[The input]
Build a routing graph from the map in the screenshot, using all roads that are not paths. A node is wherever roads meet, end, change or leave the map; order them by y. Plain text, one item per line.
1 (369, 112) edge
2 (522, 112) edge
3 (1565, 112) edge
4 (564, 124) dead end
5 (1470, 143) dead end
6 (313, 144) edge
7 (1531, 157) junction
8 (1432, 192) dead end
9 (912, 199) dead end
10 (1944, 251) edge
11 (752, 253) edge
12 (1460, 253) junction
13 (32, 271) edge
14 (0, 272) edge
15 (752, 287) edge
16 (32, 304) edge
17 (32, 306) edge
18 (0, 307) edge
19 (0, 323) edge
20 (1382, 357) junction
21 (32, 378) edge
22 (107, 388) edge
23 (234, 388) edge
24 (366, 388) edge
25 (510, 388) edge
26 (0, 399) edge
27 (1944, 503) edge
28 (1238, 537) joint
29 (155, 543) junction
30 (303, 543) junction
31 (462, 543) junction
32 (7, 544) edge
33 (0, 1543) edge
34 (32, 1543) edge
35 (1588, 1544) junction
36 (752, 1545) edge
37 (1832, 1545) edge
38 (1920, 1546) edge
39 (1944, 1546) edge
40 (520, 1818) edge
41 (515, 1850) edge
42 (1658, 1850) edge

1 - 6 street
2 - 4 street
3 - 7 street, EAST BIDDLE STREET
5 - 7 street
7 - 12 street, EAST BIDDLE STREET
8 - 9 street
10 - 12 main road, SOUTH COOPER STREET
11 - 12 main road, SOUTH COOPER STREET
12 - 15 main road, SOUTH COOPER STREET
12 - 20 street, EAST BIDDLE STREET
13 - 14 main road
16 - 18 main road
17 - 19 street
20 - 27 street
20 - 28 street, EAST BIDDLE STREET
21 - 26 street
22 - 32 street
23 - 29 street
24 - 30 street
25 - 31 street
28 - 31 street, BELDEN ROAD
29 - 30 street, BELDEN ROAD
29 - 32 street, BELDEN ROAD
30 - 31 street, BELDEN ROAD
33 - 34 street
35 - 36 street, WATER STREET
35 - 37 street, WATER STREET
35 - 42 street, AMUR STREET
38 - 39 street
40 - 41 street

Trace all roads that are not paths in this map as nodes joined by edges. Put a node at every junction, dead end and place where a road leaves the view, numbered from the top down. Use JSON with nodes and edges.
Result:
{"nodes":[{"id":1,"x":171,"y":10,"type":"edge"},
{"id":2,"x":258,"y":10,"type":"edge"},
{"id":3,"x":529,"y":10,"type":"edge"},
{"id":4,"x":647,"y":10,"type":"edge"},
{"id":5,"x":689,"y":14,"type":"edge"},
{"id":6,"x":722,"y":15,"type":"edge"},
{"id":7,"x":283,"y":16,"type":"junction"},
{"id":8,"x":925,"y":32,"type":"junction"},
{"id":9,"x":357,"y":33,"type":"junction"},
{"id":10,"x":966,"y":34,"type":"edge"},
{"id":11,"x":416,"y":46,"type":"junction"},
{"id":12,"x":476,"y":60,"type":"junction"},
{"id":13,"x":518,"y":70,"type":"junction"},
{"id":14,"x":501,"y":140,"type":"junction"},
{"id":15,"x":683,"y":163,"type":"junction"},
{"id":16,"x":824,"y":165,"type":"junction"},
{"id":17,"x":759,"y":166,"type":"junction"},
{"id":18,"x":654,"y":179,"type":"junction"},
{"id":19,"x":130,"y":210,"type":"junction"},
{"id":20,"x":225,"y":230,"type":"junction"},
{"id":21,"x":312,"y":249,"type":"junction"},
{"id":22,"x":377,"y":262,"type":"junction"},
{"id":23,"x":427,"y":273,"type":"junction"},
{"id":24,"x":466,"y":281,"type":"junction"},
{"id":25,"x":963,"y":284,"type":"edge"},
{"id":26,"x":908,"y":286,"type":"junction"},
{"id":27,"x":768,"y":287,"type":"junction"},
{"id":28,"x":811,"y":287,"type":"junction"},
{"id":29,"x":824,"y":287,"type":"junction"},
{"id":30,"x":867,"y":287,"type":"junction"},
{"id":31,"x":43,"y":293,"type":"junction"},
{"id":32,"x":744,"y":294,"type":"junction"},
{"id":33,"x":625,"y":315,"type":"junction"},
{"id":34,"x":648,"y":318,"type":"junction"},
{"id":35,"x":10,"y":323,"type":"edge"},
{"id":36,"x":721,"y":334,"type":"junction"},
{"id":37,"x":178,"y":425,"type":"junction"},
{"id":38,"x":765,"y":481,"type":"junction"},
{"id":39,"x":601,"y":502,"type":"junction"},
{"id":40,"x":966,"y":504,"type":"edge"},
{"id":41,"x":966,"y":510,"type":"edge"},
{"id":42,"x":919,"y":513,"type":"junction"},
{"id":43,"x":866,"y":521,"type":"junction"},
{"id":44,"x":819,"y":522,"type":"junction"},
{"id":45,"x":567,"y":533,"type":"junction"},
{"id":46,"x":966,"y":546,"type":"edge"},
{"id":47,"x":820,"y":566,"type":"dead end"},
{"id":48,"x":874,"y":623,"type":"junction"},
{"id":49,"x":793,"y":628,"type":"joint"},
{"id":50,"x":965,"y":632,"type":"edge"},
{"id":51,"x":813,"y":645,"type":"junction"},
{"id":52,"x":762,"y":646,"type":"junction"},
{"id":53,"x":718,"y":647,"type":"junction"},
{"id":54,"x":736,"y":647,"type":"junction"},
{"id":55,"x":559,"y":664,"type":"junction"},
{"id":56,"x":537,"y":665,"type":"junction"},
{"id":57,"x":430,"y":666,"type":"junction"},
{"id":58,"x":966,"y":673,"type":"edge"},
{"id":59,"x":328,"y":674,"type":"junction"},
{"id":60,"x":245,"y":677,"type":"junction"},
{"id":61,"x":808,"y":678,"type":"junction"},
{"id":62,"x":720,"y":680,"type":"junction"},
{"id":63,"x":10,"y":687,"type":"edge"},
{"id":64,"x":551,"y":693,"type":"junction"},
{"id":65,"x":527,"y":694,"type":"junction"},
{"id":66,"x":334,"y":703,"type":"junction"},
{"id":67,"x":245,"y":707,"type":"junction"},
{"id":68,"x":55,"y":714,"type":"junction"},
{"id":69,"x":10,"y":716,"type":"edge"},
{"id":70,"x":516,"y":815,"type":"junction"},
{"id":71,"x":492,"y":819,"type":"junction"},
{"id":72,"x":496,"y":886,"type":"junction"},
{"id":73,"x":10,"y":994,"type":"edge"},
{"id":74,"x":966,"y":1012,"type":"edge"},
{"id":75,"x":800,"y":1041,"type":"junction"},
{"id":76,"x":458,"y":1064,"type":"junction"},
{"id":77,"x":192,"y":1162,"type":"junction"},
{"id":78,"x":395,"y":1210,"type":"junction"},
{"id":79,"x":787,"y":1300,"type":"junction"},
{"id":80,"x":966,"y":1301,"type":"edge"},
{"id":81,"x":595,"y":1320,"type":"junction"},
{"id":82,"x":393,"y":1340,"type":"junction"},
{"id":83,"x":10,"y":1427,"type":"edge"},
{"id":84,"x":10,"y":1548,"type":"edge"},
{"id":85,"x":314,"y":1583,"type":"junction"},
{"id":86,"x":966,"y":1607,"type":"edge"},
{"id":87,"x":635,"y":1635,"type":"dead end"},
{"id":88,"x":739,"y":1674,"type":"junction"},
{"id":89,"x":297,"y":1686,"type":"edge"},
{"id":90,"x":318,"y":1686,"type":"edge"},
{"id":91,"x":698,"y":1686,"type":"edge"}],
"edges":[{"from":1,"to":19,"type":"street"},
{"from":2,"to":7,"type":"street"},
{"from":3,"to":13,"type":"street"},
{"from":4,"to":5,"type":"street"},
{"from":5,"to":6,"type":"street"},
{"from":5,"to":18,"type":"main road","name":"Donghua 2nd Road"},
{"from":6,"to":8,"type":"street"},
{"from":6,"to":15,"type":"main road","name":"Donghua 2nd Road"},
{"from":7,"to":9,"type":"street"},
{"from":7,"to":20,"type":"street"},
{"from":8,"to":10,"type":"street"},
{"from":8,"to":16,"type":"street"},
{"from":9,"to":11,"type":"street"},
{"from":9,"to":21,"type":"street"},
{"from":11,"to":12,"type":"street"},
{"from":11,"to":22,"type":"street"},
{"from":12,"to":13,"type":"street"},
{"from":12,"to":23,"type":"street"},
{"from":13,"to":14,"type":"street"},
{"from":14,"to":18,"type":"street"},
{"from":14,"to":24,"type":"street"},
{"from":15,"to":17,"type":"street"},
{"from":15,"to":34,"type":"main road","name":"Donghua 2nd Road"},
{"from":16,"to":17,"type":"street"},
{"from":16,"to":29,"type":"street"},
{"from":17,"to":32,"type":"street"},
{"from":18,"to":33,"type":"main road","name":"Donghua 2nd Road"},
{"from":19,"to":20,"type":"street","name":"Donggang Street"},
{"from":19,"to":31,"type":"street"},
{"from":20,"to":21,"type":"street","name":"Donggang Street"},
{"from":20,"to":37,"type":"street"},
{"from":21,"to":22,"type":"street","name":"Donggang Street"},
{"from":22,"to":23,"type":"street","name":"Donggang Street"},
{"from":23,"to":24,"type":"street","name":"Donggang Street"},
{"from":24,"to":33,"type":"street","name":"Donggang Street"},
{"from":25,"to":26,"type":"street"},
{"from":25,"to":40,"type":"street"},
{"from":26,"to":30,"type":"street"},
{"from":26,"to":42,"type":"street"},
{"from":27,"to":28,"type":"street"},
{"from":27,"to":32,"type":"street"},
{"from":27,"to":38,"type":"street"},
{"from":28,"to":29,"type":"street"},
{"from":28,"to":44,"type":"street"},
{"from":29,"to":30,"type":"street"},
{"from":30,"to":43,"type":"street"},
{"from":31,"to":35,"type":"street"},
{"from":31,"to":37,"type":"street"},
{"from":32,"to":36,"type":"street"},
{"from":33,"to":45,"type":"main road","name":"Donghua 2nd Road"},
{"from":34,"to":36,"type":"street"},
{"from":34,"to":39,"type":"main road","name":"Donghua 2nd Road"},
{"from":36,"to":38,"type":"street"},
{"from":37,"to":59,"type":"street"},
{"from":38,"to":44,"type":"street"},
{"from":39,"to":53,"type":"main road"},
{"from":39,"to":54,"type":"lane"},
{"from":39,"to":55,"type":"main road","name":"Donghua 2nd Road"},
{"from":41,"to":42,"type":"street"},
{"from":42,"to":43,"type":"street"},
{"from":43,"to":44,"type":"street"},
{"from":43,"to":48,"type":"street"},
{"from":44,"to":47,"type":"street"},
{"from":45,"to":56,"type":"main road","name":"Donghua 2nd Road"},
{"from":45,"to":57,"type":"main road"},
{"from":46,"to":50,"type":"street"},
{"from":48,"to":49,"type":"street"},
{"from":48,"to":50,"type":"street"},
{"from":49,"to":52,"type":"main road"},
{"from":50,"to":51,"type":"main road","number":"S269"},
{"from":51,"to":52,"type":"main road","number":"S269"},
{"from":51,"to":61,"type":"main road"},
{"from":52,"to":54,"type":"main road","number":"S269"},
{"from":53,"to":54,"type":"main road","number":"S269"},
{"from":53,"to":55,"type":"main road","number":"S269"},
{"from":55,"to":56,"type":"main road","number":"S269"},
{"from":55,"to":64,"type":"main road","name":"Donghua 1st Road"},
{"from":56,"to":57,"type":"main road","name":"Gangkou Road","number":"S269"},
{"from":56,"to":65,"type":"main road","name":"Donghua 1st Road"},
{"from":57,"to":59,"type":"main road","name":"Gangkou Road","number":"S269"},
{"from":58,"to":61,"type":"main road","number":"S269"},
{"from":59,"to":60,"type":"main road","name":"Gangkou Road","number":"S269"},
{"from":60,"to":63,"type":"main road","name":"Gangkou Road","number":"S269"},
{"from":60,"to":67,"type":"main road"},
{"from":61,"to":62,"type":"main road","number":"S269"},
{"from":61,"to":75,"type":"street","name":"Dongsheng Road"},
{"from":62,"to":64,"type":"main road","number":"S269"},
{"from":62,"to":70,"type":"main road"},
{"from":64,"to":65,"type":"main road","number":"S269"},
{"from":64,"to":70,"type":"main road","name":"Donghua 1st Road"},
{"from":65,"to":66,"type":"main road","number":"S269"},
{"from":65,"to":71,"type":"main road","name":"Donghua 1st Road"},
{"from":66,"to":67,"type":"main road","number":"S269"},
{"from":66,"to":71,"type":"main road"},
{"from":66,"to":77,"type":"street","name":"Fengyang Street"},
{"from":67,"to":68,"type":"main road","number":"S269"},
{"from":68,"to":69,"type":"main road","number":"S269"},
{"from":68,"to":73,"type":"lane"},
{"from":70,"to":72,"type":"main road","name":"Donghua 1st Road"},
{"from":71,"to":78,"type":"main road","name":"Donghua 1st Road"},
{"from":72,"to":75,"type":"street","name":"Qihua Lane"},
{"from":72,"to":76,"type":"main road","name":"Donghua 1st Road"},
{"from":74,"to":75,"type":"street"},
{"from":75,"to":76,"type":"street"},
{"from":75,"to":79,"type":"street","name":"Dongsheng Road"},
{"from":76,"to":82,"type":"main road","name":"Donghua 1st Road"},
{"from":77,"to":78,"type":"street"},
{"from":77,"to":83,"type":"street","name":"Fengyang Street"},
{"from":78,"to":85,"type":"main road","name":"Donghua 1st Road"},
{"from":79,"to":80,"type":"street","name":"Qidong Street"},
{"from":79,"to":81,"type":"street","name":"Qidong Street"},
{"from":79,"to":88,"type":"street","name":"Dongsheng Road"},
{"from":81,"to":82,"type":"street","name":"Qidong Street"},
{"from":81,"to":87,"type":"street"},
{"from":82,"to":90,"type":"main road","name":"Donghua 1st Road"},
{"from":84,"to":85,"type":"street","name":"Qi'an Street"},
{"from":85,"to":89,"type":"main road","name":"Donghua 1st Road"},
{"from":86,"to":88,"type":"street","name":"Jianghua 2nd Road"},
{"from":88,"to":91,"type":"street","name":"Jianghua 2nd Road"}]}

[Task item] Pull every line with the word "WATER" from the data.

[Output below]
35 - 36 street, WATER STREET
35 - 37 street, WATER STREET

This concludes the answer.